Items from a data source:

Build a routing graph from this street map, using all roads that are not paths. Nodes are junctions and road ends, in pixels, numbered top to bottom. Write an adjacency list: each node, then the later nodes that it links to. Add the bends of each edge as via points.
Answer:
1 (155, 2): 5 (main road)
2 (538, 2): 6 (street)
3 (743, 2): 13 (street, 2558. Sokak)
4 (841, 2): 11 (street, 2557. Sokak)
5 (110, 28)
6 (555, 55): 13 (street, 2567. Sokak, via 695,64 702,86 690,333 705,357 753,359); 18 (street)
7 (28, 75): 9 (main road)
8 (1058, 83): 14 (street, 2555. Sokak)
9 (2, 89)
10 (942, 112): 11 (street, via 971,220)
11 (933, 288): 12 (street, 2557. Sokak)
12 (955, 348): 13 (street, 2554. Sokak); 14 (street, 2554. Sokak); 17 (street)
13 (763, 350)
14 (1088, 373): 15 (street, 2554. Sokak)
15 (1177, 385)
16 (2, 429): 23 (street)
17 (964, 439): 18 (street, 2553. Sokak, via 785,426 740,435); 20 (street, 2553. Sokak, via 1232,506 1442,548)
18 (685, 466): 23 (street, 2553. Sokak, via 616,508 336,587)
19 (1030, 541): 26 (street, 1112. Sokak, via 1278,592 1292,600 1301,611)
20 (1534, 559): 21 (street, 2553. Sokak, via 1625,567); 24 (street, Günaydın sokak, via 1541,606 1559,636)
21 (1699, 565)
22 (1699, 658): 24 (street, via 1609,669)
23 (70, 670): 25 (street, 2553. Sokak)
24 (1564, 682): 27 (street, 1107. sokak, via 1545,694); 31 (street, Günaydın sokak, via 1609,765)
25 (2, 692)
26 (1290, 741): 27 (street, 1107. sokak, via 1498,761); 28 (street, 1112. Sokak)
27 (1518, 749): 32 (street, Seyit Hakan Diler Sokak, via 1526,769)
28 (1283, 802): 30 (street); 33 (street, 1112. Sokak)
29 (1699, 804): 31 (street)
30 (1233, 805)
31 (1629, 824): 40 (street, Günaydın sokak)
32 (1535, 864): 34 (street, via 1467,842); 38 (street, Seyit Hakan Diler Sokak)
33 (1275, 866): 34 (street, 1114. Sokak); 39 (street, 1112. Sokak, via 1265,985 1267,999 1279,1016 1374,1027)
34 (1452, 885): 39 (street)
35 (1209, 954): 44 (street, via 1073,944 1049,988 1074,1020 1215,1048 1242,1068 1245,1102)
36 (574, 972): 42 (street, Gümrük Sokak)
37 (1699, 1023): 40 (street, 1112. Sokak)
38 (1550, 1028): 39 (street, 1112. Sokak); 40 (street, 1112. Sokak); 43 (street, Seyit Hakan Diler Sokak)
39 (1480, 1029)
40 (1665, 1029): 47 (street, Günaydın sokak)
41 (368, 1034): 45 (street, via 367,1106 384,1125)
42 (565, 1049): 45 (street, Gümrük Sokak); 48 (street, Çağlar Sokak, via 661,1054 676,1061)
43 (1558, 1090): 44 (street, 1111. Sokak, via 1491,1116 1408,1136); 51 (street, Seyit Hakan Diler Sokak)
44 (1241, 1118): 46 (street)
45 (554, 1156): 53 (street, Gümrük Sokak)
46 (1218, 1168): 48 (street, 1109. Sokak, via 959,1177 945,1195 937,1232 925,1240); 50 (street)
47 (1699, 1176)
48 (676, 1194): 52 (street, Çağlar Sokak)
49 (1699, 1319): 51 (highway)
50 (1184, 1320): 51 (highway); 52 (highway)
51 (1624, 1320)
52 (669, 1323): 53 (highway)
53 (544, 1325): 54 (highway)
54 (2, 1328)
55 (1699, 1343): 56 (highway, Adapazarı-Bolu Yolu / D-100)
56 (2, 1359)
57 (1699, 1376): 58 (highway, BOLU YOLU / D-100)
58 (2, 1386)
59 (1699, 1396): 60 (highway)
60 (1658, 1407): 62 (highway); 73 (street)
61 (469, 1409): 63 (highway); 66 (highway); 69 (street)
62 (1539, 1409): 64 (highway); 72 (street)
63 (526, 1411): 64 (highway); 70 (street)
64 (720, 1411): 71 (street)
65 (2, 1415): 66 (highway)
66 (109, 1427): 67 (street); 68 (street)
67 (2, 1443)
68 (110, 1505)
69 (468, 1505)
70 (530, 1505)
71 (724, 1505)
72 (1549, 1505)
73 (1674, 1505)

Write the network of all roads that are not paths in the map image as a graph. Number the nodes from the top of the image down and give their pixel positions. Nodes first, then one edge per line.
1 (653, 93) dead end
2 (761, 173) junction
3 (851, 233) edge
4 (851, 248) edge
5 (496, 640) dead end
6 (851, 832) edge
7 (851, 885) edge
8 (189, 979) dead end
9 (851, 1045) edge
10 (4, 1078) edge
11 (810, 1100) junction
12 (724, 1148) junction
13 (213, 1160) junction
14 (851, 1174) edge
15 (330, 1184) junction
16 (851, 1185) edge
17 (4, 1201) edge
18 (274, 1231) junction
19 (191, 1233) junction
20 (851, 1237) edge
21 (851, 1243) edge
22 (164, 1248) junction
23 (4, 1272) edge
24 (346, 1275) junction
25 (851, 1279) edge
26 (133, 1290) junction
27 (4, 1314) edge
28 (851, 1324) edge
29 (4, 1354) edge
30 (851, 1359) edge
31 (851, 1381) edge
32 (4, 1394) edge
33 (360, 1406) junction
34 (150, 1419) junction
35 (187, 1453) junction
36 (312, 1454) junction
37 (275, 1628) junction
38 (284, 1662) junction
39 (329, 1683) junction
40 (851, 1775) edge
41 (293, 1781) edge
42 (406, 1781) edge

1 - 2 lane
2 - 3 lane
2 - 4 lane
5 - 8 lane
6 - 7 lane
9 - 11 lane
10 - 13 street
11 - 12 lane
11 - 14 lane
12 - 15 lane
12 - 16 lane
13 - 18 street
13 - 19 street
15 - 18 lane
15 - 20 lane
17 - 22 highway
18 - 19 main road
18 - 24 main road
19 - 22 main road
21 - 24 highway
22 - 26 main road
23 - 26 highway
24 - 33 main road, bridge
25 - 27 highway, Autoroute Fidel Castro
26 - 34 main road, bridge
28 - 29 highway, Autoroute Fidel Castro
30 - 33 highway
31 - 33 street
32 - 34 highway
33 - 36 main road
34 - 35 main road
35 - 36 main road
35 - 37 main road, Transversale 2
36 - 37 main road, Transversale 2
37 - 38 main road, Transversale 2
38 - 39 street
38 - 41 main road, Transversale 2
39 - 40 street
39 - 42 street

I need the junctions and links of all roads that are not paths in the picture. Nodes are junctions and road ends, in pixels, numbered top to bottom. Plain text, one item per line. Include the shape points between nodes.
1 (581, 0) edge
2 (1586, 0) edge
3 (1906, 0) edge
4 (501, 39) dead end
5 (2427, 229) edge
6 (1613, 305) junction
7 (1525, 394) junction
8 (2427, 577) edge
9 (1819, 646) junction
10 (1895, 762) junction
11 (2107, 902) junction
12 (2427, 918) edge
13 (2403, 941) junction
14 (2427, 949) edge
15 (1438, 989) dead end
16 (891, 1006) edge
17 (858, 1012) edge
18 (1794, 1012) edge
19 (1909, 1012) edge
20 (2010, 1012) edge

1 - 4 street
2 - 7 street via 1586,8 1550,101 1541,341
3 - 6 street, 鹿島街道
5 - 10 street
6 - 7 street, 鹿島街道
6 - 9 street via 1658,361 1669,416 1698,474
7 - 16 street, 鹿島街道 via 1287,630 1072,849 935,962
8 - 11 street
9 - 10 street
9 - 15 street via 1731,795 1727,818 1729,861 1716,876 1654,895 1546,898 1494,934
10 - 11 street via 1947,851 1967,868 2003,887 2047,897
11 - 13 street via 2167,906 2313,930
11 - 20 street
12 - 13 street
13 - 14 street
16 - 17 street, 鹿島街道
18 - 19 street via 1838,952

TO DO -> Collect the lines of the records that include the string "Autoroute".

TASK RESPONSE ->
25 - 27 highway, Autoroute Fidel Castro
28 - 29 highway, Autoroute Fidel Castro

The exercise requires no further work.